Nouri Mahmoud, a spokesman for the Kurdish group, known as the People’s Protection Units, or YPG, said Tuesday that the Syrian government had “responded to the call of duty” by sending military units “to be deployed along the borders and to be involved in defending the unity of Syrian territory.”
But whether the Turkish and Syrian militaries will come into direct conflict for the first time during Syria’s seven-year war remained to be seen.
The pro-Assad fighters arriving in the enclave Tuesday appeared to belong to Iranian-backed units that have often bolstered the efforts of the Syrian military, and it was unclear whether or when the Syrian army itself would be deployed in the area.
Turkey’s state-run Anadolu news agency reported Tuesday that Turkish shelling had forced the incoming troops to retreat six miles from the city of Afrin. The news agency described the strikes as “warning shots.”
Ankara has framed its offensive in northern Syria as a matter of urgent national security, viewing Kurdish fighters on the Syrian side of the border as an extension of a group of Turkey-based militants that it has fought for decades.
But the fight has presented a challenge for Washington. Although it supports Turkey as a NATO ally, the United States has also championed Syrian Kurdish fighters in the war against Islamic State militants, raising the prospect of clashes between Kurdish fighters and Turkish troops with American soldiers trapped in the middle.
Turkish President Recep Tayyip Erdogan suggested Tuesday that the incoming fighters were acting without the authority of the Syrian government. Speaking at news conference, he warned that Turkey would not allow “a wrongful step” in the future, adding that those who do “would pay a high price.”
Turkish Foreign Minister Mevlut Cavusoglu had signaled Monday that Turkey would consider going on the offensive against Syrian troops. “If the regime is going to clean the PKK/YPG, then there is no problem,” he said, referring to both the Turkish and the Syrian groups of Kurds. “If the regime is going into Afrin to protect the YPG, then nothing can stop the Turkish armed forces.”
The developments in Afrin came amid an escalation of Syria’s civil war as international powers, including the United States and Russia, scramble to consolidate control of the areas where they wield influence.
Around Damascus, the Syrian capital, Syrian government forces launched one of the bloodiest assaults of the war, killing scores of civilians in the rebel-controlled suburb of Eastern Ghouta and pouring hundreds more casualties into a network of opposition-controlled hospitals, which have been pushed to the breaking point.

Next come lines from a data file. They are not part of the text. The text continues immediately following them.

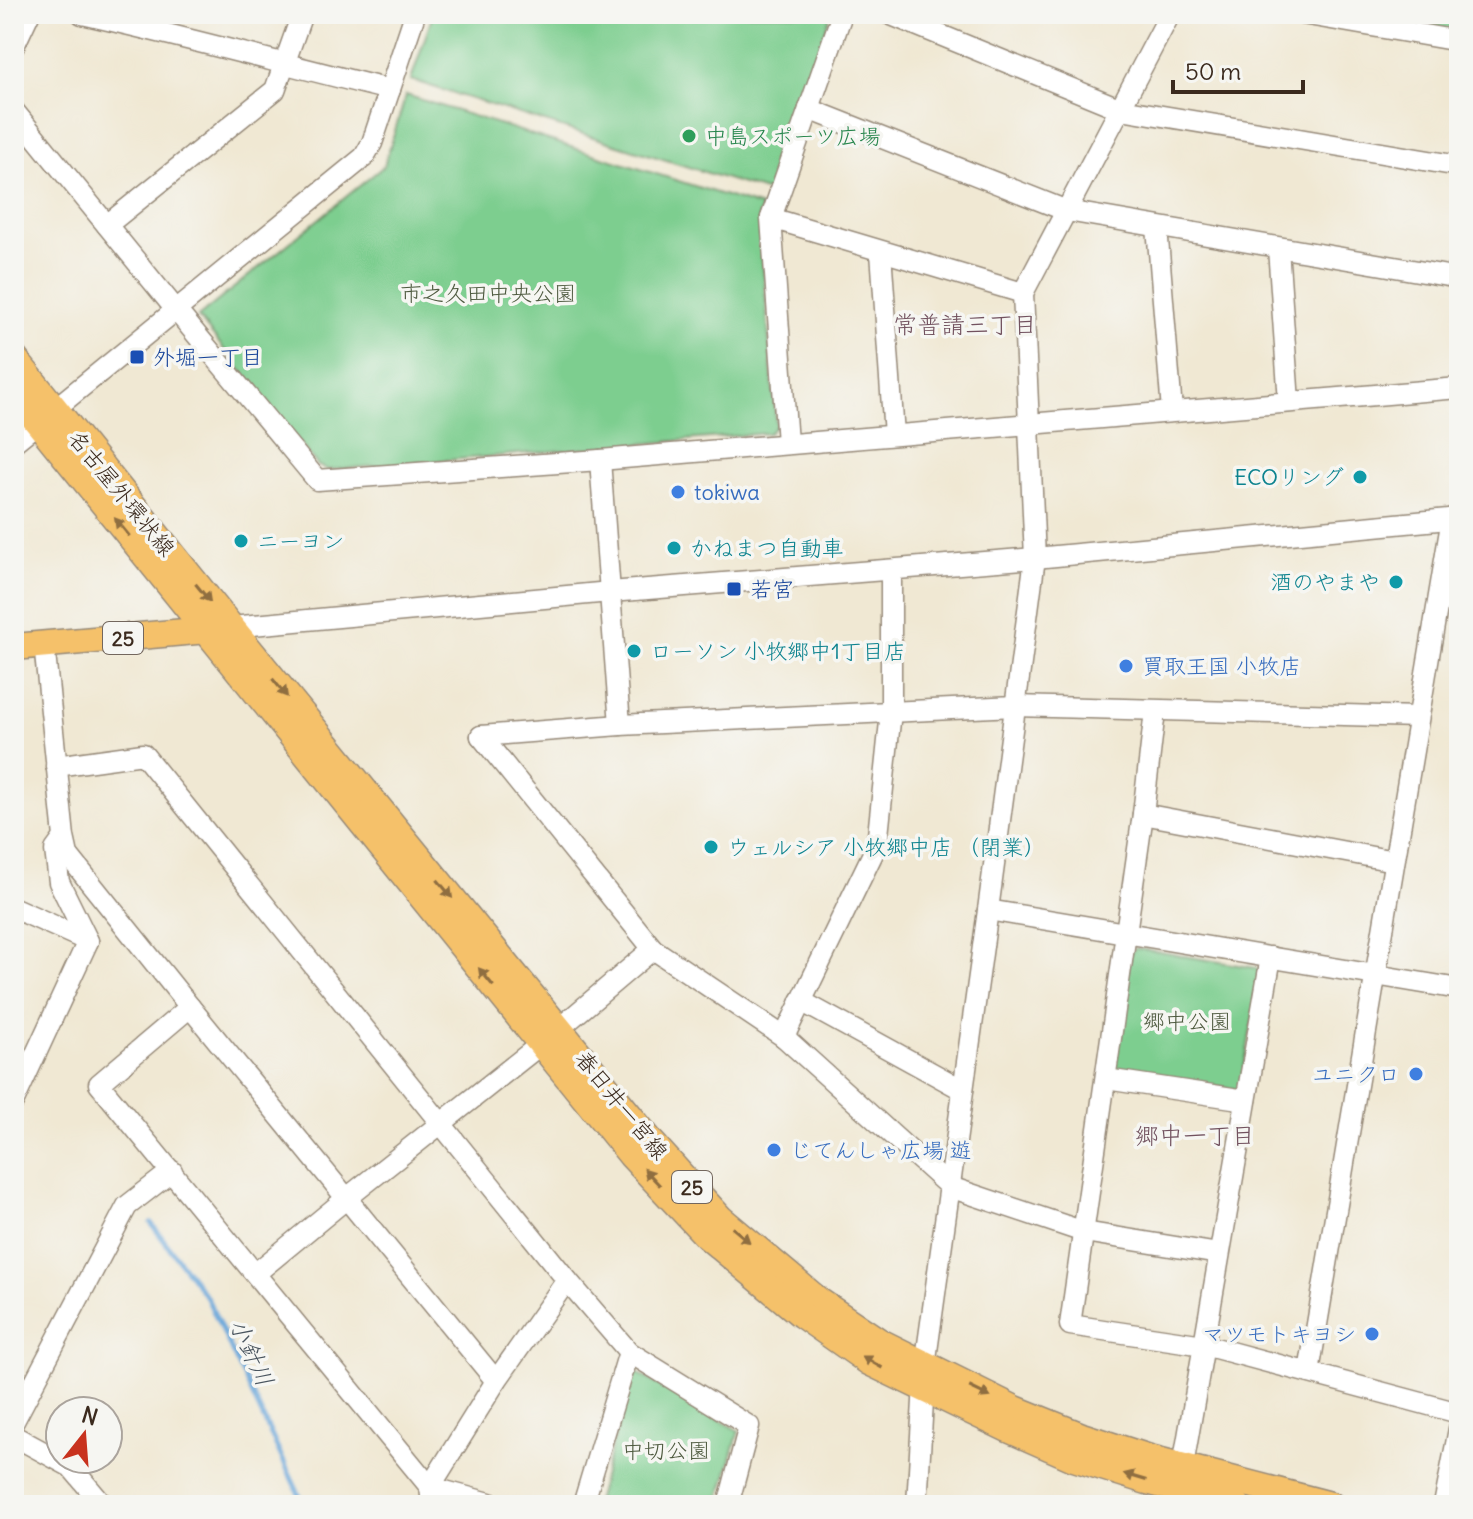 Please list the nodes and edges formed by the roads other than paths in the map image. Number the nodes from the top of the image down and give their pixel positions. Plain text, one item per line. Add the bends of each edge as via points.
1 (29, 14) edge
2 (82, 14) edge
3 (302, 14) edge
4 (415, 14) edge
5 (842, 14) edge
6 (889, 14) edge
7 (1170, 14) edge
8 (1314, 15) edge
9 (163, 23) edge
10 (1459, 41) edge
11 (14, 46) edge
12 (285, 65) junction
13 (390, 90) junction
14 (809, 109) junction
15 (1121, 109) junction
16 (14, 111) edge
17 (1459, 166) edge
18 (1067, 211) junction
19 (771, 218) junction
20 (107, 225) junction
21 (1157, 227) junction
22 (1278, 248) junction
23 (881, 252) junction
24 (1459, 278) edge
25 (1023, 293) junction
26 (176, 310) junction
27 (14, 358) edge
28 (1459, 388) edge
29 (14, 393) edge
30 (1289, 402) junction
31 (1172, 411) junction
32 (46, 415) junction
33 (1028, 424) junction
34 (894, 435) junction
35 (14, 442) edge
36 (787, 443) junction
37 (600, 460) junction
38 (1457, 517) edge
39 (1035, 558) junction
40 (891, 570) junction
41 (610, 592) junction
42 (218, 630) junction
43 (44, 644) junction
44 (14, 647) edge
45 (1015, 706) junction
46 (1155, 711) junction
47 (891, 712) junction
48 (1418, 717) junction
49 (620, 725) junction
50 (56, 766) junction
51 (1143, 814) junction
52 (64, 837) junction
53 (1394, 861) junction
54 (14, 908) edge
55 (988, 910) junction
56 (1126, 933) junction
57 (88, 941) junction
58 (653, 949) junction
59 (1271, 957) junction
60 (1375, 975) junction
61 (1459, 989) edge
62 (801, 1001) junction
63 (190, 1007) junction
64 (550, 1036) junction
65 (784, 1037) junction
66 (1106, 1079) junction
67 (963, 1090) junction
68 (1246, 1100) junction
69 (14, 1101) edge
70 (441, 1125) junction
71 (172, 1171) junction
72 (950, 1187) junction
73 (347, 1198) junction
74 (1084, 1232) junction
75 (1219, 1254) junction
76 (256, 1273) junction
77 (567, 1280) junction
78 (1204, 1345) junction
79 (629, 1352) junction
80 (1309, 1372) junction
81 (924, 1377) junction
82 (496, 1381) junction
83 (1459, 1413) edge
84 (14, 1421) edge
85 (1459, 1429) edge
86 (14, 1436) edge
87 (1183, 1466) junction
88 (431, 1496) edge
89 (103, 1505) edge
90 (497, 1505) edge
91 (583, 1505) edge
92 (728, 1505) edge
93 (917, 1505) edge
94 (1237, 1505) edge
95 (1331, 1505) edge
96 (1444, 1505) edge

1 - 11 street
2 - 9 street
3 - 12 street
4 - 13 street
5 - 14 street
6 - 15 street
7 - 15 street
8 - 10 street
9 - 12 street
12 - 13 street
12 - 20 street via 275,90
13 - 26 street via 364,157
14 - 18 street
14 - 19 street
15 - 17 street
15 - 18 street
16 - 20 street
18 - 21 street
18 - 25 street
19 - 23 street
19 - 36 street
20 - 26 street
21 - 22 street
21 - 31 street
22 - 24 street
22 - 30 street
23 - 25 street
23 - 34 street
25 - 33 street
26 - 32 street
26 - 37 street via 317,480
27 - 32 main road, 名古屋外環状線
28 - 30 street
29 - 32 main road, 名古屋外環状線
30 - 31 street
31 - 33 street
32 - 35 street
32 - 42 main road, 名古屋外環状線
33 - 34 street
33 - 39 street
34 - 36 street
36 - 37 street
37 - 41 street
38 - 39 street
38 - 48 street
39 - 40 street
39 - 45 street
40 - 41 street
40 - 47 street
41 - 42 street
41 - 49 street
42 - 43 main road, 25
42 - 64 main road, 春日井一宮線 / 25
43 - 44 main road, 25
43 - 50 street
45 - 46 street
45 - 47 street
45 - 55 street
46 - 48 street
46 - 51 street
47 - 49 street
47 - 62 street via 877,845
48 - 53 street
49 - 58 street via 481,736
50 - 52 street
50 - 70 street via 143,754
51 - 53 street
51 - 56 street
52 - 57 street via 55,850 59,882
52 - 63 street via 68,855
53 - 60 street
54 - 57 street
55 - 56 street
55 - 67 street
56 - 59 street
56 - 66 street
57 - 69 street
58 - 64 street
58 - 65 street
59 - 60 street
59 - 68 street
60 - 61 street
60 - 80 street
62 - 65 street
62 - 67 street
63 - 71 street via 99,1084
63 - 73 street
64 - 70 street
64 - 81 main road, 春日井一宮線 / 25 via 631,1155 707,1236 802,1315 869,1362
65 - 72 street
66 - 68 street
66 - 74 street
67 - 72 street
68 - 75 street
70 - 73 street
70 - 77 street
71 - 76 street
71 - 84 street via 127,1206
72 - 74 street
72 - 81 street
73 - 76 street
73 - 82 street
74 - 75 street
74 - 78 street via 1070,1325
75 - 78 street
76 - 88 street
77 - 79 street
77 - 82 street
78 - 80 street
78 - 87 street
79 - 91 street
79 - 92 street via 749,1426
80 - 83 street
81 -> 87 main road, 春日井一宮線 / 25 via 1082,1436
81 - 93 street
94 -> 81 main road, 春日井一宮線 / 25 via 1074,1458 1006,1428
82 - 88 street
85 - 96 street
86 - 89 street via 71,1467
87 - 95 main road, 春日井一宮線 / 25
88 - 90 street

Dozens of civilians also have been killed in the Turkish offensive, according to the Kurdish-controlled Afrin health ministry. Videos posted on social media have suggested that the Turkish-backed rebels are increasingly responsible for abuses, smashing homes and shops belonging to Kurdish residents and mutilating the bodies of fighters they kill.
For Syrians displaced from other regions affected by the war, the Afrin enclave had long been seen as a haven.
According to the United Nations, tens of thousands of the enclave’s residents have fled fighting elsewhere in Syria. The United Nations reported last week that both Kurdish and Syrian authorities have prevented civilians from fleeing, unless they are acutely wounded or ill. In interviews with The Washington Post, families said they have paid as much as $500 to escape the area along smuggling routes.
“People here will support any deal that will stop the killing of civilians and the Turkish shelling. I’m watching those vehicles heading to Afrin, and we just want any solution that will save people’s lives,” said Jovin Hagee, an English teacher in Afrin.
“In the end, war is terrible and civilians will always be the biggest losers from this Turkish offensive.”